In all cases, the warnings extended far beyond actual damages. Most warnings had no associated tsunami anywhere (20cm or 50cm is not a tsunami). The best policy in case of a tsunami warning today is to ignore it. It’s wrong anyway. Even if the tsunami did damage, it has an incredibly high chance not to damage your area – because you’ve heard the warning and damage is usually done before the warning is issued. (Except for really large tsunamis as in Japan 2011 or Indonesia 2004.)

If tsunami warnings could be relied upon to be relevant even in as little as 33% of the cases (instead of less than 1%), it would suddenly start to make sense to behave properly and do what you ought to do when a tsunami is headed for you: run for your life – which tens of thousands failed to do in Japan.

No wonder.
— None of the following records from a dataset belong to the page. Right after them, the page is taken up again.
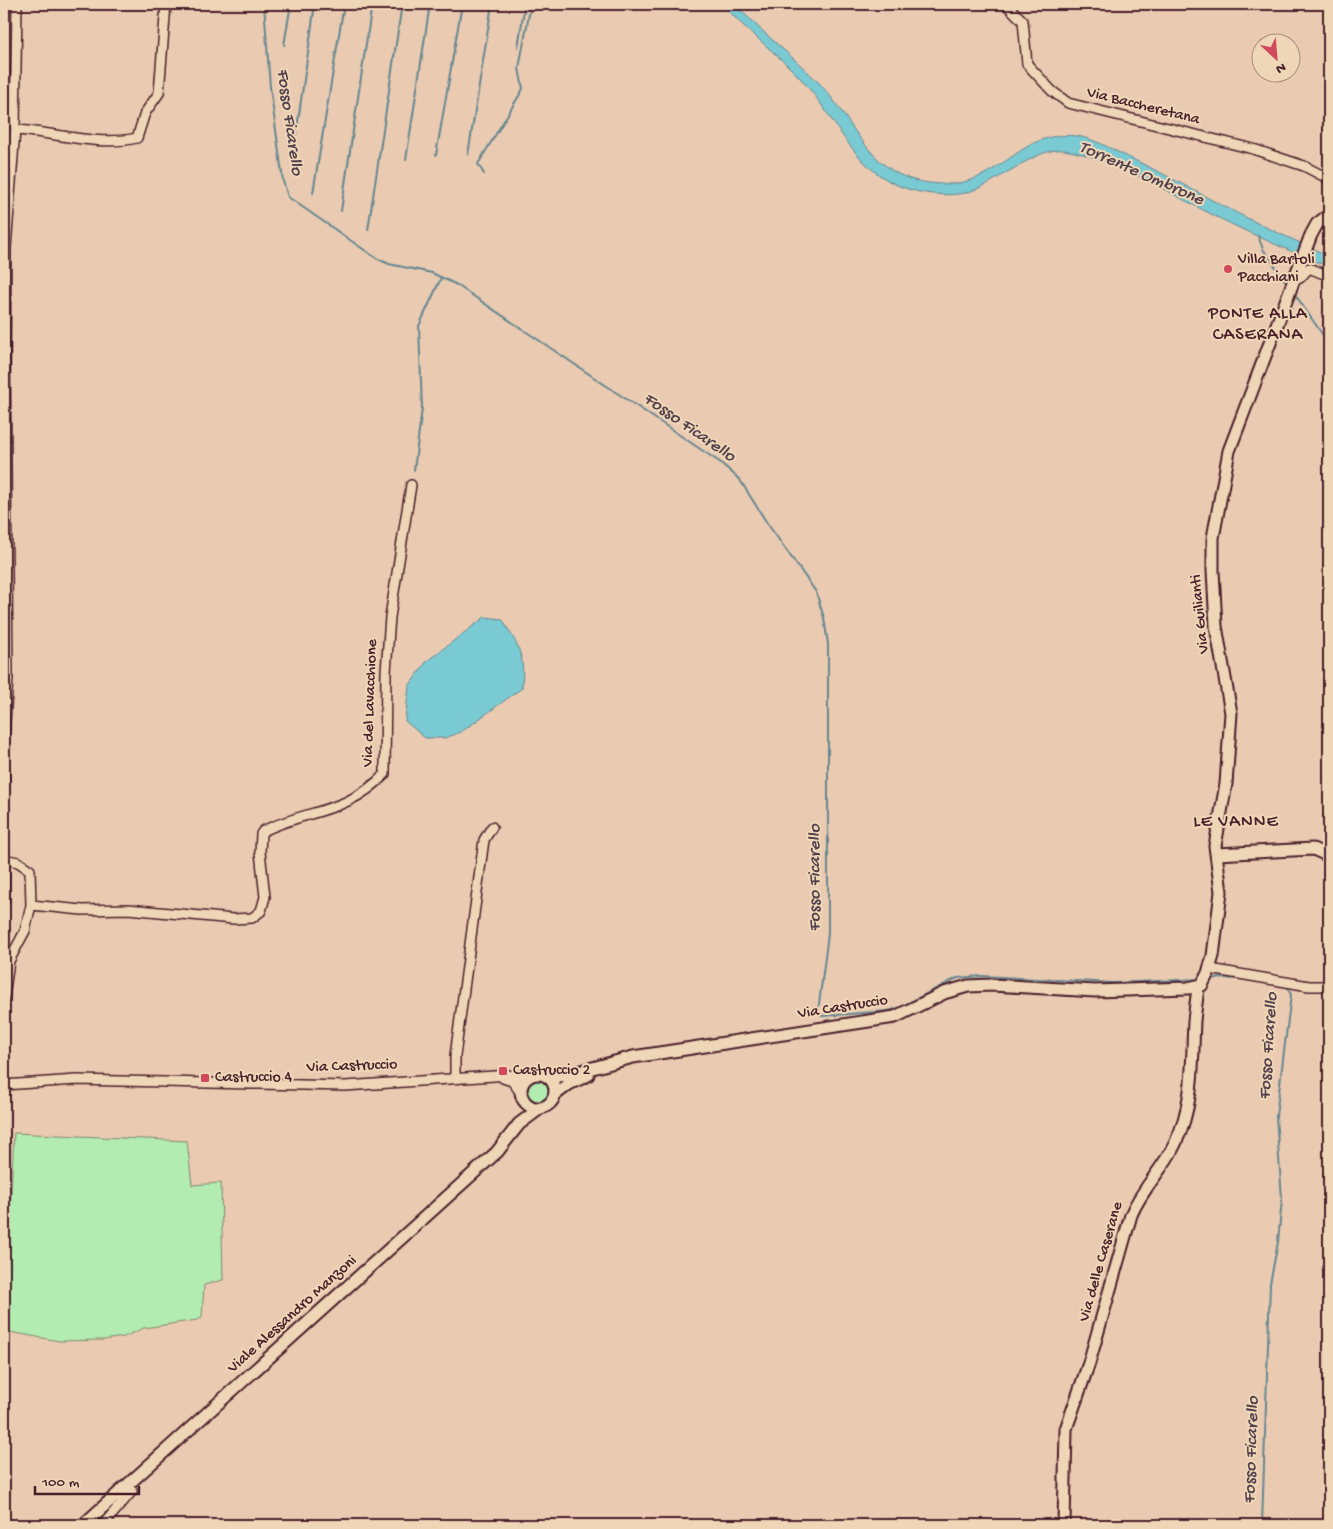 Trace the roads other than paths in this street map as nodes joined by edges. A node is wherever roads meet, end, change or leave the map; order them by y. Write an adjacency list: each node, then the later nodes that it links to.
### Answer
1 (17, 4): 4 (street)
2 (166, 4): 4 (street)
3 (1006, 4): 5 (street, Via Baccheretana)
4 (15, 130): 13 (street)
5 (1329, 179)
6 (1329, 215): 8 (street, Via Guilianti)
7 (1329, 276): 8 (street)
8 (1294, 280): 11 (street, Via Guilianti)
9 (411, 485): 15 (street, Via del Lavacchione)
10 (492, 827): 25 (street)
11 (1217, 854): 12 (street); 16 (street, Via Guilianti)
12 (1329, 856)
13 (4, 859): 14 (street); 15 (street)
14 (4, 901)
15 (31, 905): 19 (street)
16 (1205, 978): 17 (street); 22 (street, Via Castruccio); 35 (street, Via delle Caserane)
17 (1329, 986)
18 (4, 989): 19 (street)
19 (4, 994): 20 (street)
20 (4, 998)
21 (4, 1056): 27 (street)
22 (610, 1065): 24 (street); 28 (street)
23 (490, 1077): 25 (street, Via Castruccio); 26 (street, Via Castruccio); 29 (street, Via Castruccio)
24 (548, 1077): 26 (street); 28 (street)
25 (455, 1078): 27 (street, Via Castruccio)
26 (527, 1078): 29 (street)
27 (5, 1085)
28 (556, 1094): 30 (street)
29 (522, 1096): 30 (street); 31 (street)
30 (540, 1109): 31 (street, Viale Alessandro Manzoni)
31 (519, 1124): 33 (street, Viale Alessandro Manzoni)
32 (132, 1491): 34 (street)
33 (83, 1525)
34 (103, 1525)
35 (1064, 1525) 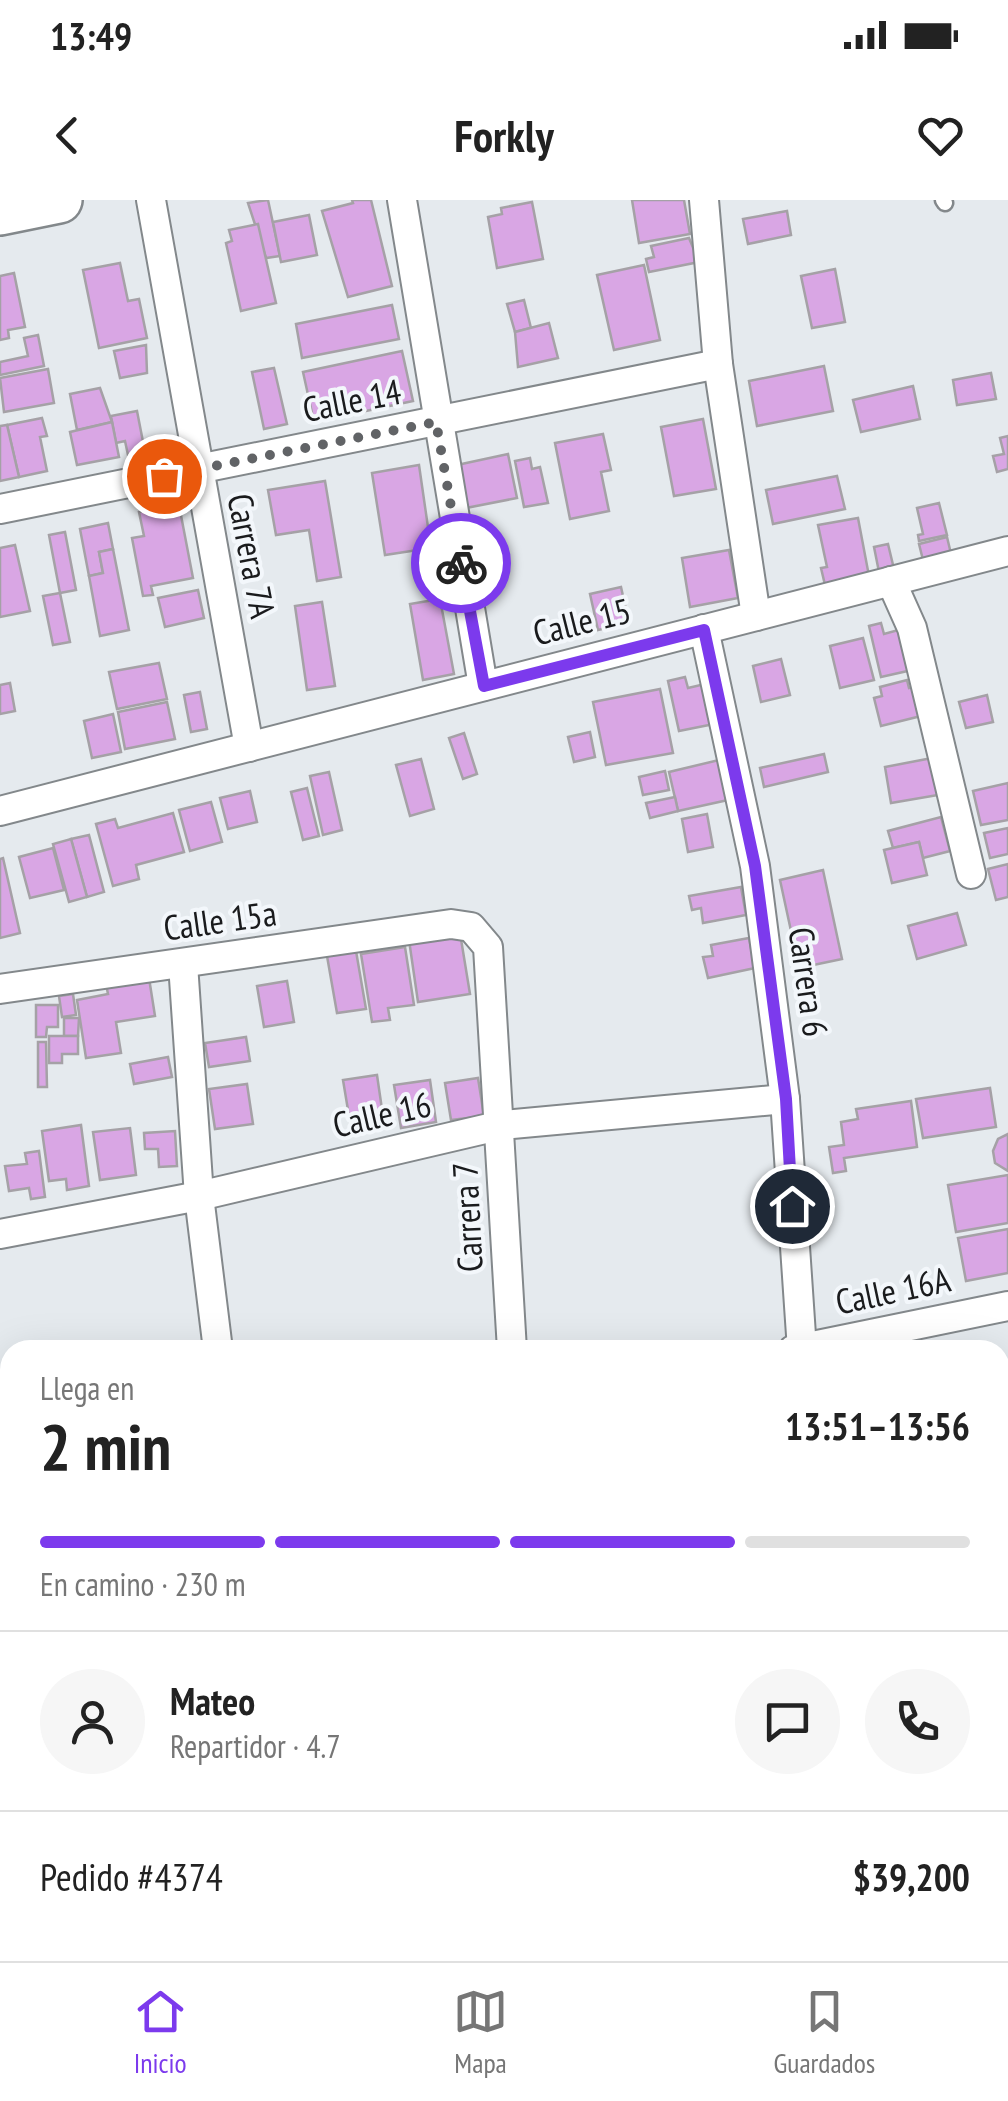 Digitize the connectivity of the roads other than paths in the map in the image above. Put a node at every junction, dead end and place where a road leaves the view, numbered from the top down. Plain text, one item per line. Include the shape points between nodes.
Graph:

Just 2 days before, when a mag 7.3 precursor event happened, the tsunami that people were warned to expect had failed to materialize.

I remember that one, because on March 9th or 10th I looked up the earthquakes in Japan and was surprised to find out, that just one earthquake in the last decades was comparable to this one – the Kobe earthquake. I thought Japan had had much worse earthquakes of about mag 8 or so. But they hadn’t. Well, one or two days later, I remember waking up, switching on the radio and hearing about a mag 8.9 earthquake in Japan …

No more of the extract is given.